Diffusion Probabilistic Models

Diffusion Probabilistic models

Generative modeling is about learning a mapping function from a simple probability distribution (e.g. normal) to a complex one (images).

VAE and GAN generators transform simple Gaussian noise to complex distributions:

Source: https://towardsdatascience.com/understanding-variational-autoencoders-vaes-f70510919f73

Source: https://towardsdatascience.com/understanding-generative-adversarial-networks-gans-cd6e4651a29

Destroying information is easier than creating it.

Stochastic processes can destroy information.
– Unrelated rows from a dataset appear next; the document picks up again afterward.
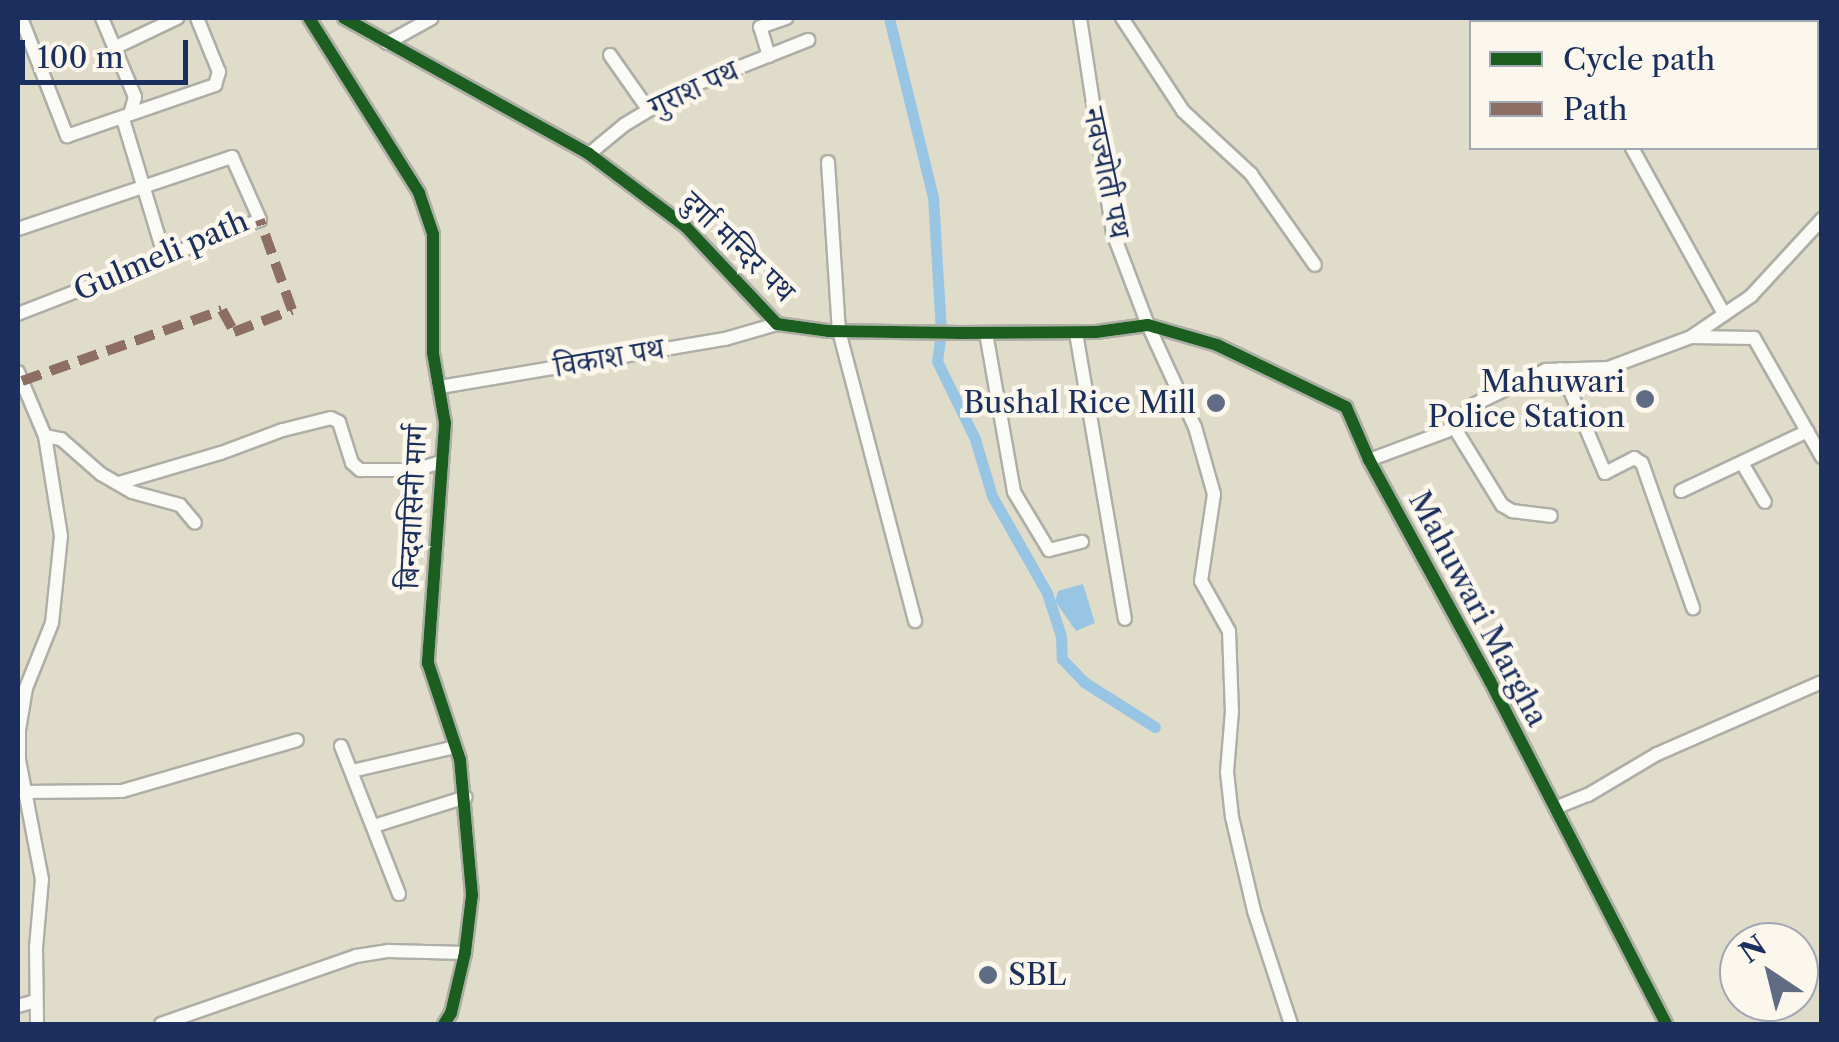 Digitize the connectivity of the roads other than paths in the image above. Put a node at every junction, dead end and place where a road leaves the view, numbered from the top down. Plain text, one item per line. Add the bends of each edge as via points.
1 (21, 18) edge
2 (102, 18) edge
3 (177, 18) edge
4 (196, 18) edge
5 (309, 18) edge
6 (344, 18) edge
7 (432, 18) edge
8 (786, 18) edge
9 (1080, 18) edge
10 (1122, 18) edge
11 (808, 40) dead end
12 (387, 43) junction
13 (116, 47) junction
14 (610, 55) dead end
15 (769, 56) junction
16 (648, 109) junction
17 (127, 115) junction
18 (1633, 150) edge
19 (589, 154) junction
20 (828, 162) dead end
21 (145, 188) junction
22 (1822, 219) edge
23 (18, 229) edge
24 (165, 258) junction
25 (1314, 265) dead end
26 (18, 314) edge
27 (1724, 314) junction
28 (777, 324) junction
29 (1148, 326) junction
30 (839, 330) junction
31 (986, 333) junction
32 (1076, 333) junction
33 (1691, 337) junction
34 (1561, 369) junction
35 (18, 372) edge
36 (440, 387) junction
37 (1454, 427) junction
38 (1808, 432) junction
39 (45, 436) junction
40 (1822, 457) edge
41 (1369, 460) junction
42 (441, 462) junction
43 (1742, 464) junction
44 (118, 483) junction
45 (1681, 491) dead end
46 (1766, 502) dead end
47 (1551, 516) dead end
48 (194, 523) dead end
49 (1082, 542) dead end
50 (1693, 608) dead end
51 (1125, 619) dead end
52 (916, 621) dead end
53 (1822, 682) edge
54 (297, 740) dead end
55 (340, 746) dead end
56 (455, 747) junction
57 (352, 770) junction
58 (26, 792) junction
59 (466, 796) junction
60 (1556, 808) junction
61 (374, 826) junction
62 (400, 894) dead end
63 (465, 953) junction
64 (36, 1001) junction
65 (18, 1006) edge
66 (37, 1024) edge
67 (162, 1024) edge
68 (444, 1024) edge
69 (1291, 1024) edge
70 (1666, 1024) edge

1 - 17 street via 67,136
2 - 13 street
3 - 13 street
4 - 17 street via 219,72 214,85
5 - 36 street, बिन्दवासिनी मार्ग via 428,214
6 - 12 street, दुर्गा मन्दिर पथ
7 - 12 street
8 - 15 street via 760,27
9 - 29 street, नवज्योती पथ via 1112,226
10 - 25 street via 1183,111 1251,174
11 - 15 street, गुराश पथ
12 - 19 street, दुर्गा मन्दिर पथ
13 - 17 street via 135,97
14 - 16 street
15 - 16 street, गुराश पथ
16 - 19 street, गुराश पथ
17 - 21 street
18 - 27 street
19 - 28 street, दुर्गा मन्दिर पथ via 684,226
20 - 30 street
21 - 23 street, Gulmeli path
21 - 24 street
21 - 24 street, Gulmeli path via 232,157 260,220
22 - 27 street via 1751,296
24 - 26 street, Gulmeli path
27 - 33 street
28 - 30 street, दुर्गा मन्दिर पथ
28 - 36 street, विकाश पथ via 725,339
29 - 32 street, दुर्गा मन्दिर पथ
29 - 41 street, Mahuwari Margha via 1217,345 1333,398 1346,407
29 - 69 street, नवज्योती पथ via 1196,427 1214,494 1201,581 1229,631 1232,817
30 - 31 street, दुर्गा मन्दिर पथ
30 - 52 street
31 - 32 street, दुर्गा मन्दिर पथ
31 - 49 street via 1014,492 1049,550
32 - 51 street
33 - 34 street via 1608,368
33 - 38 street via 1754,338
34 - 37 street via 1475,404
34 - 50 street via 1605,473 1634,458 1642,462
35 - 39 street
36 - 42 street, बिन्दवासिनी मार्ग via 446,423
37 - 41 street
37 - 47 street via 1502,505
38 - 40 street
38 - 43 street
39 - 44 street via 61,439
39 - 58 street via 62,536 52,623 20,709
41 - 60 street, Mahuwari Margha
42 - 44 street via 415,470 360,470 339,422 331,418
42 - 56 street, बिन्दवासिनी मार्ग via 428,662
43 - 45 street
43 - 46 street
44 - 48 street via 180,505
53 - 60 street via 1656,754
54 - 58 street via 122,790
55 - 57 street
56 - 57 street
56 - 59 street, बिन्दवासिनी मार्ग
57 - 61 street
58 - 64 street via 42,880
59 - 61 street
59 - 63 street, बिन्दवासिनी मार्ग via 472,895
60 - 70 street, Mahuwari Margha
61 - 62 street
63 - 67 street via 356,956
63 - 68 street, बिन्दवासिनी मार्ग
64 - 65 street
64 - 66 street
Iteratively adding normal noise to a signal creates a stochastic differential equation (SDE).

X_t = \sqrt{1 - p} \, X_{t-1} + \sqrt{p} \, \sigma \qquad\qquad \text{where} \qquad\qquad \sigma \sim \mathcal{N}(0, 1)

Under some conditions, any probability distribution converges to a normal distribution.

A diffusion process can therefore iteratively destruct all information in an image through a Markov chain.

It should be possible to reverse each diffusion step by removing the noise using a form of denoising autoencoder.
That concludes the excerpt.